Another problem to be addressed is the best mixture of the dipeptide and liquid medium for forming a hydrogel scaffold structure. DMSO is the most suitable reagent for dissolving Fmoc-Phe-Phe-OH. However, it is cytotoxic, and therefore we sought to minimize the amount of DMSO required to create the hydrogel. However, when the amount was reduced too much, dipeptide and OADC-enriched Middlebrook 7H9 broth culture medium did not fuse equally, and therefore, a gel retaining the appropriate scaffold size was difficult to prepare. To determine the best conditions for the hydrogel system, we evaluated various combinations of the amount of the dipeptide, DMSO, and Middlebrook 7H9 broth medium (data not shown). We decided to use hydrogel stock solution at 100 mg/mL and a mixture of the same 75 mL of stock solution and specimen in an Eppendorf tube for culture.

The clinical applicability of the current method is important. Insufficiently rapid MTB growth and the small number of mycobacteria in most clinical specimens are obstacles to early TB detection by culture. However, our data demonstrated that the extent and speed of mycobacterial growth are superior in the current hydrogel culture compared with those in conventional solid cultures. Almost all culture-positive specimens and a few negative or contaminated specimens by conventional culture turned positive in our hydrogel system, indicating that our method is more sensitive or at least not less sensitive than conventional cultures. Furthermore, the growth of mycobacteria in hydrogel culture was much faster than that in solid media. One study has shown that MTB culture usually requires 14-20 days in commercial liquid systems [12]. Therefore, we believe that our method is competitive with this culture method in this respect.

One limitation of our system is that the detection of mycobacterial growth relies on AFB smears after gel homogenization. Observing colonies is easy in solid cultures. Automatic signals are emitted in commercial liquid culture systems, even though the true growth of mycobacteria should be verified by AFB staining. However, we blindly picked culture tubes to homogenize and stain; therefore, we had to prepare several tubes for the culture of each specimen. Eppendorf tubes are conveniently small, and the total volume required is also small; therefore, we could assume that the results were positive depending on the initial AFB smear positivity.

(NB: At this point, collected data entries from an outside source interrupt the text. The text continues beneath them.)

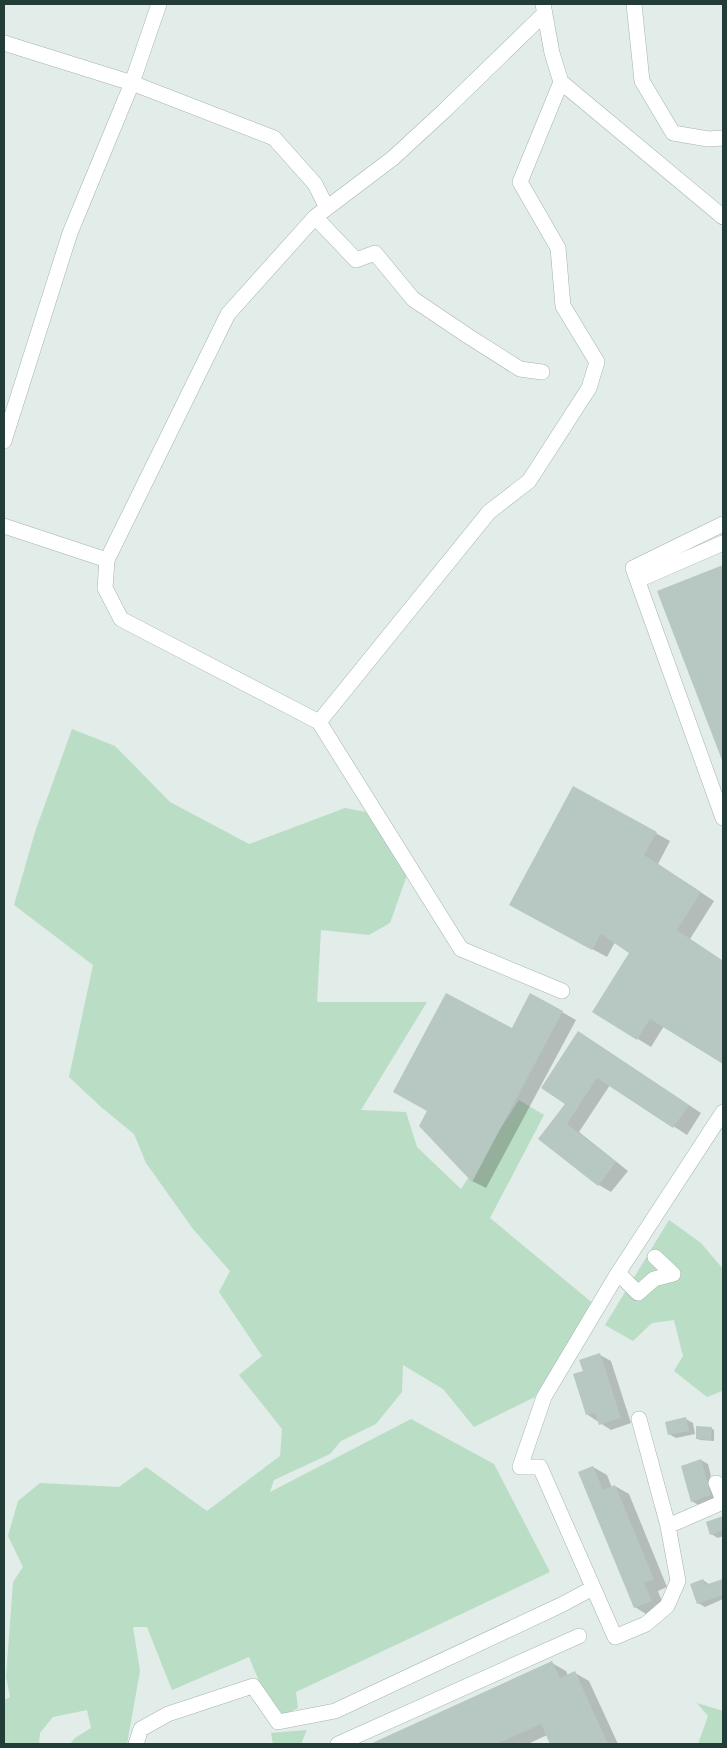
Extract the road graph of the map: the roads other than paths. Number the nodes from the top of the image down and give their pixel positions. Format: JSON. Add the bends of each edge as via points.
{"nodes":[{"id":1,"x":159,"y":4,"type":"edge"},
{"id":2,"x":634,"y":4,"type":"edge"},
{"id":3,"x":544,"y":8,"type":"edge"},
{"id":4,"x":4,"y":43,"type":"edge"},
{"id":5,"x":561,"y":82,"type":"junction"},
{"id":6,"x":132,"y":83,"type":"junction"},
{"id":7,"x":723,"y":138,"type":"edge"},
{"id":8,"x":321,"y":212,"type":"junction"},
{"id":9,"x":723,"y":217,"type":"edge"},
{"id":10,"x":542,"y":372,"type":"dead end"},
{"id":11,"x":4,"y":441,"type":"edge"},
{"id":12,"x":723,"y":524,"type":"edge"},
{"id":13,"x":4,"y":526,"type":"edge"},
{"id":14,"x":723,"y":543,"type":"edge"},
{"id":15,"x":107,"y":560,"type":"junction"},
{"id":16,"x":638,"y":580,"type":"junction"},
{"id":17,"x":319,"y":722,"type":"junction"},
{"id":18,"x":723,"y":818,"type":"edge"},
{"id":19,"x":562,"y":991,"type":"dead end"},
{"id":20,"x":723,"y":1112,"type":"edge"},
{"id":21,"x":655,"y":1257,"type":"dead end"},
{"id":22,"x":618,"y":1273,"type":"junction"},
{"id":23,"x":639,"y":1419,"type":"dead end"},
{"id":24,"x":716,"y":1483,"type":"dead end"},
{"id":25,"x":723,"y":1501,"type":"edge"},
{"id":26,"x":668,"y":1526,"type":"junction"},
{"id":27,"x":593,"y":1588,"type":"junction"},
{"id":28,"x":578,"y":1636,"type":"dead end"},
{"id":29,"x":136,"y":1744,"type":"edge"},
{"id":30,"x":338,"y":1744,"type":"edge"}],
"edges":[{"from":1,"to":6,"type":"street"},
{"from":2,"to":7,"type":"street","via":[[642,81],[673,133]]},
{"from":3,"to":5,"type":"street"},
{"from":3,"to":8,"type":"street","via":[[444,112],[393,158]]},
{"from":4,"to":6,"type":"street"},
{"from":5,"to":9,"type":"street"},
{"from":5,"to":17,"type":"street","via":[[520,182],[558,248],[563,306],[597,362],[589,388],[529,481],[489,512]]},
{"from":6,"to":8,"type":"street","via":[[274,138],[315,184]]},
{"from":6,"to":11,"type":"street","via":[[70,233]]},
{"from":8,"to":10,"type":"street","via":[[356,260],[375,253],[413,298],[520,368]]},
{"from":8,"to":15,"type":"street","via":[[228,314]]},
{"from":12,"to":16,"type":"street","via":[[633,568]]},
{"from":13,"to":15,"type":"street"},
{"from":14,"to":16,"type":"street"},
{"from":15,"to":17,"type":"street","via":[[105,588],[121,620]]},
{"from":16,"to":18,"type":"street"},
{"from":17,"to":19,"type":"street","via":[[461,949]]},
{"from":20,"to":22,"type":"street"},
{"from":21,"to":22,"type":"street","via":[[673,1274],[654,1280],[638,1293]]},
{"from":22,"to":27,"type":"street","via":[[544,1396],[520,1467],[540,1467]]},
{"from":23,"to":26,"type":"street"},
{"from":24,"to":25,"type":"street"},
{"from":25,"to":26,"type":"street"},
{"from":26,"to":27,"type":"street","via":[[678,1581],[667,1606],[646,1624],[614,1637]]},
{"from":27,"to":29,"type":"street","via":[[334,1711],[278,1722],[253,1686],[168,1714],[141,1729]]},
{"from":28,"to":30,"type":"street"}]}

Another limitation of the current method is that after homogenization, the bacilli might not be viable owing to treatment with hydrochloride, which means that the cultured bacilli cannot be used for phenotypic identification and drug susceptibility testing. The species can be identified using PCR or other molecular methods. However, drug susceptibility testing is still crucial in anti-tuberculous treatment, especially in cases of treatment failure. Therefore, we need to establish other methods for homogenization of the gel and retrieval of live bacilli. In the current study, we did not consider the mycobacterial species -i.e., MTB or NTM-when analyzing the culture recovery rate and time to positive culture. However, almost all isolates were recovered from clinical isolates regardless of the species; therefore, we do not believe that this method is limited only to the recovery of specific mycobacterial species. A study on the differences in hydrogel culture for detecting MTB or NTM would be an insightful subject for future research. In conclusion, we demonstrated that the hydrogel scaffold culture system is useful for timely, economical, and efficient detection of mycobacteria in clinical specimens.